Tuesday, April 23, 2013

O Alaska!


Things are starting to accelerate. I went to see my auditory therapist this morning and, after working on a few fine-tuned open-set short-phrase exercises that targeted specific sounds that have been more difficult for me to recognize, we moved to what has honestly become my favorite listening exercise: open-set paragraph information. If you'd told me not too long ago that I'd be able to listen to streams of speech, understand them, glean new information, and actually savor the stimulating challenge of such moments, I would have told you, Are you crazy? The crowning moment this morning: my auditory therapist read me a few short informational paragraphs about a random subject. In this case, the subject was Alaska, but that's all I knew about what she would say to me. She stepped behind me, where I couldn't see her at all, and began to speak.

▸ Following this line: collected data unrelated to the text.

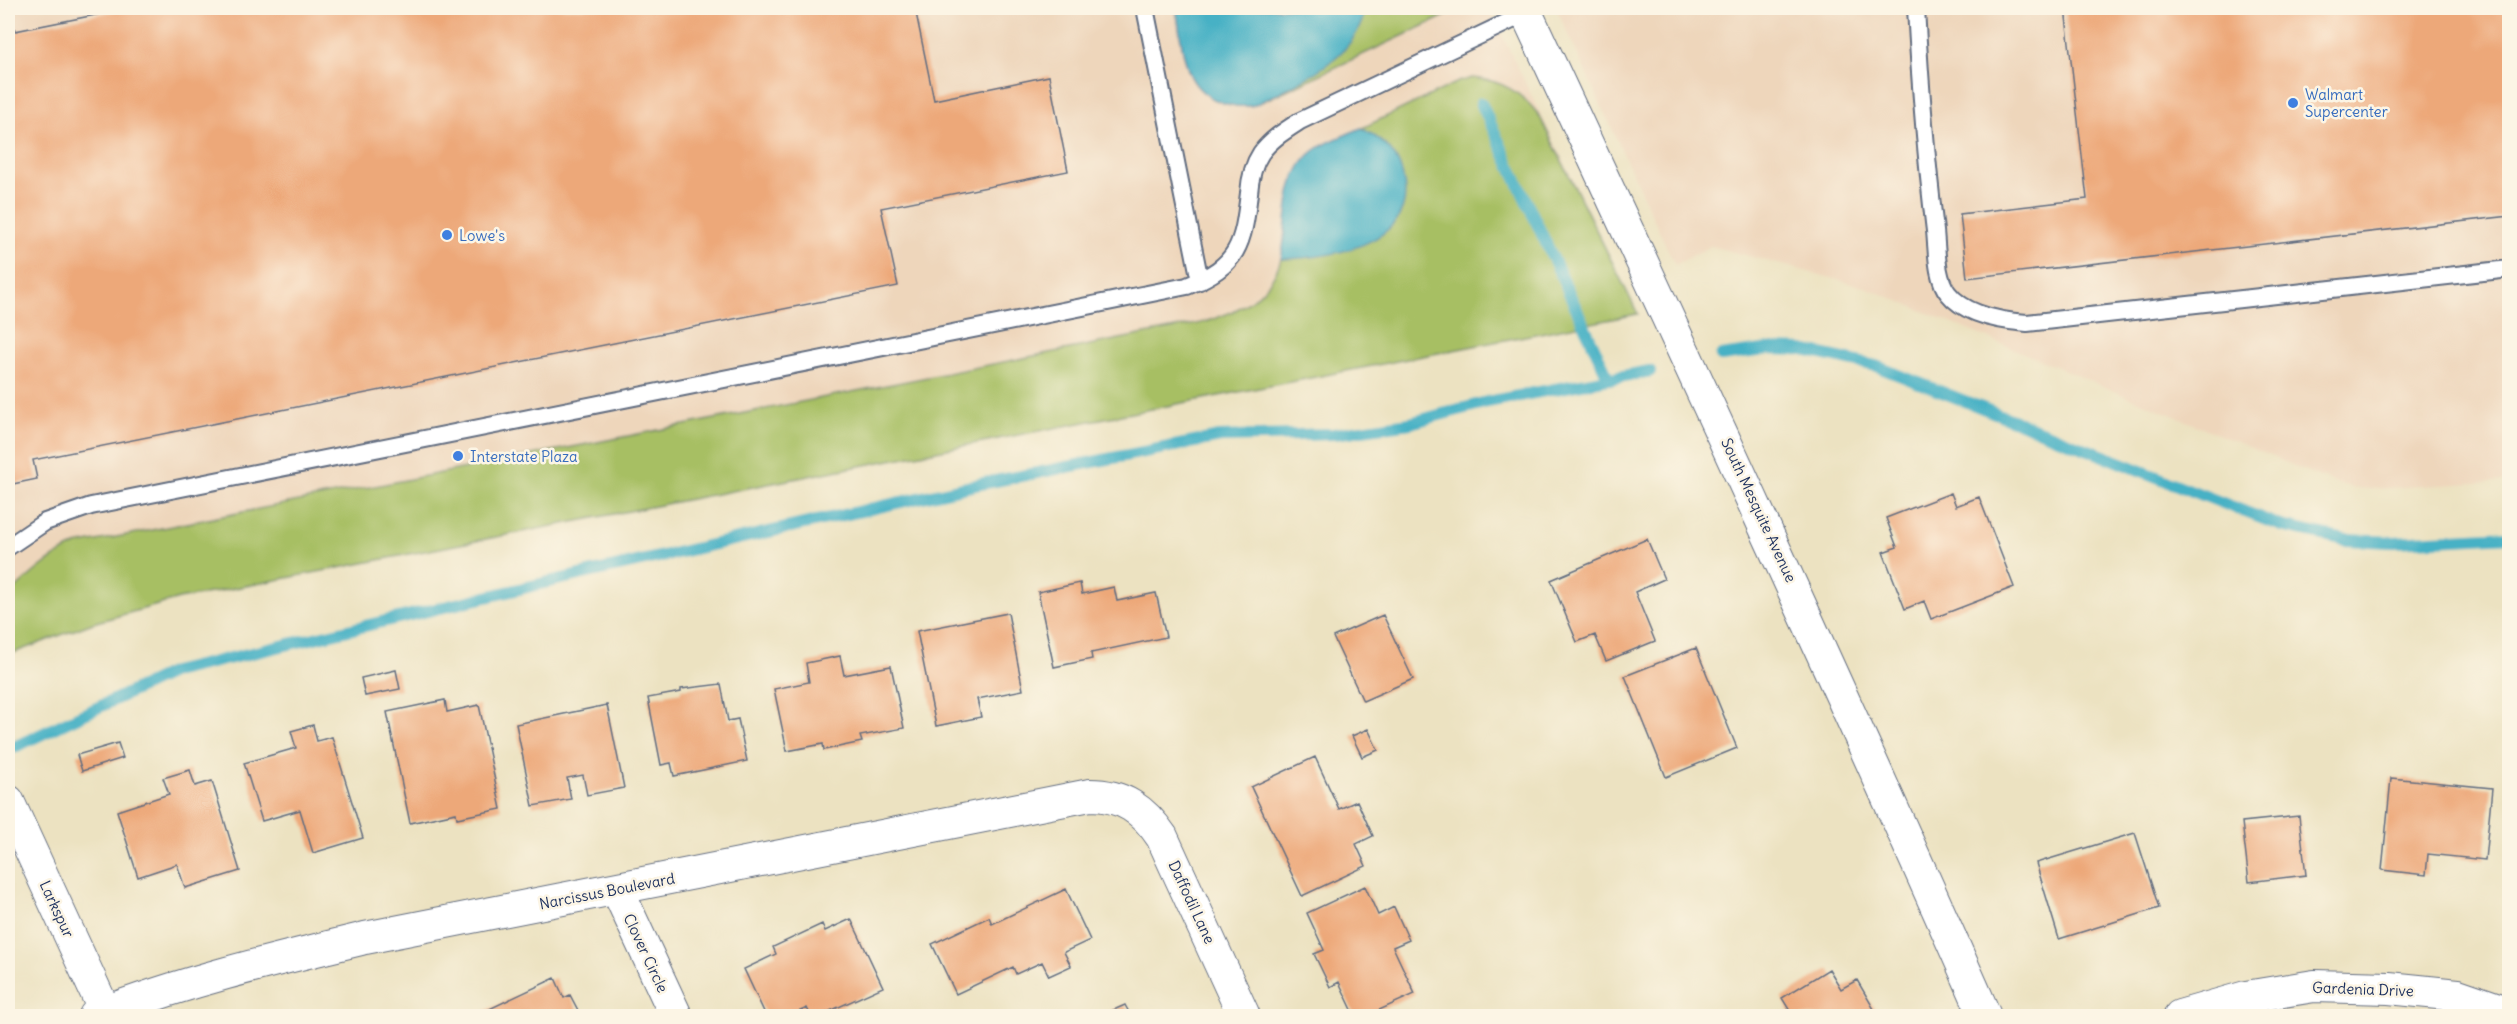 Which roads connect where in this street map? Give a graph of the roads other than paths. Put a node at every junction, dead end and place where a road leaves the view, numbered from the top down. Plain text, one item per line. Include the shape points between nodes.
1 (1145, 8) edge
2 (1916, 8) edge
3 (1530, 9) edge
4 (2510, 269) edge
5 (1200, 281) junction
6 (8, 547) edge
7 (8, 801) edge
8 (1124, 801) joint
9 (617, 889) junction
10 (2510, 1013) edge
11 (102, 1015) edge
12 (676, 1017) edge
13 (1244, 1017) edge
14 (1985, 1017) edge
15 (2180, 1017) edge

1 - 5 lane
2 - 4 lane via 1928,176 1941,281 1954,300 1980,313 2027,323
3 - 5 lane via 1300,121 1272,141 1254,167 1241,241 1226,265
3 - 14 street, South Mesquite Avenue via 1855,721
5 - 6 lane via 91,506 45,522
7 - 11 street, Larkspur
8 - 9 street, Narcissus Boulevard via 1106,795 1069,798
8 - 13 street, Daffodil Lane via 1139,809 1162,837
9 - 11 street, Narcissus Boulevard via 365,938 268,962
9 - 12 street, Clover Circle
10 - 15 street, Gardenia Drive via 2458,995 2314,986 2246,997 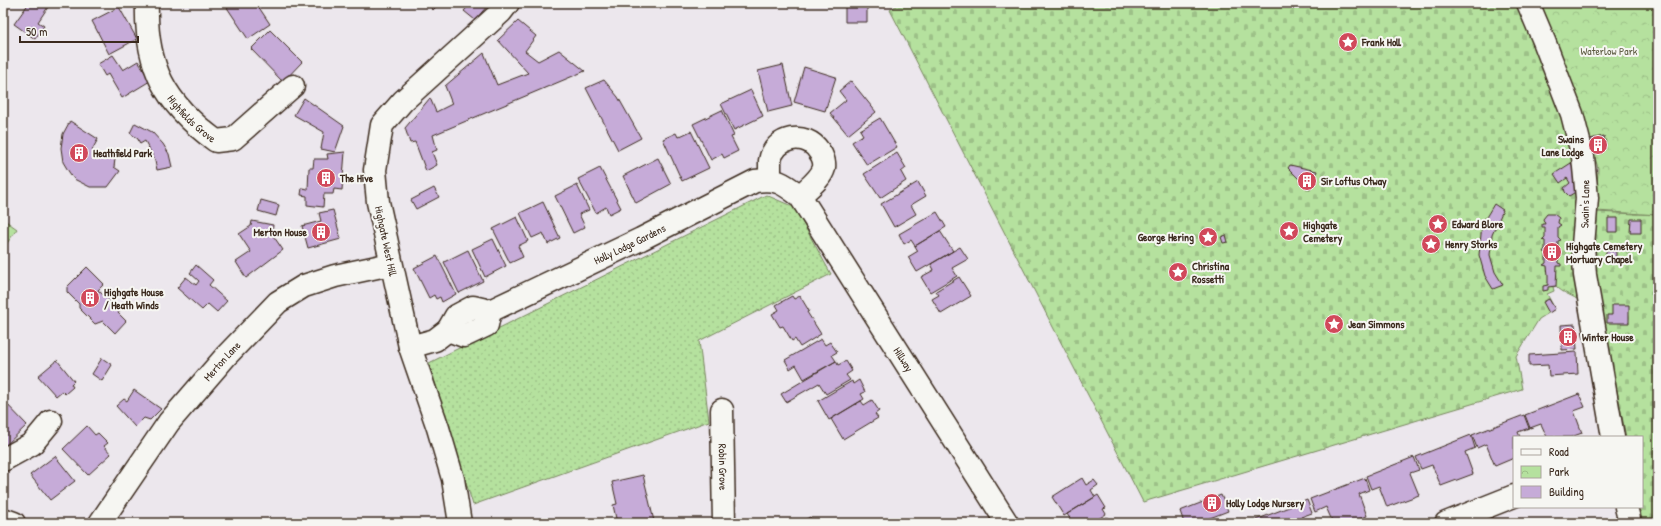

I now know that the U.S. purchased the Alaskan territory from Russia in 1867 for 7.2 million dollars. I know that Alaska is twice the size of Texas. I know that Alaska is home to a multitude of natural resources, particularly ore mines, and that it was a destination for the gold rush after California in the late nineteenth century (although many people who went there went broke, even if some found gold). I know about the colorful flowers that appear in Alaska in the summer. And so on... I couldn't have told you any of those things before this morning. They were not familiar tidbits for me to recognize.

I learned all of these things by listening alone, without any context or any other information.

AND I got them all on the very first try.

Sitting there and listening to these foreign pieces of knowledge enter my mind, and somehow penetrate and linger there, gave me a feeling of total wonder. This is what language does. This is what language is. Being able to listen to it, learn from it, and use it, all in real time: wow is all I can say.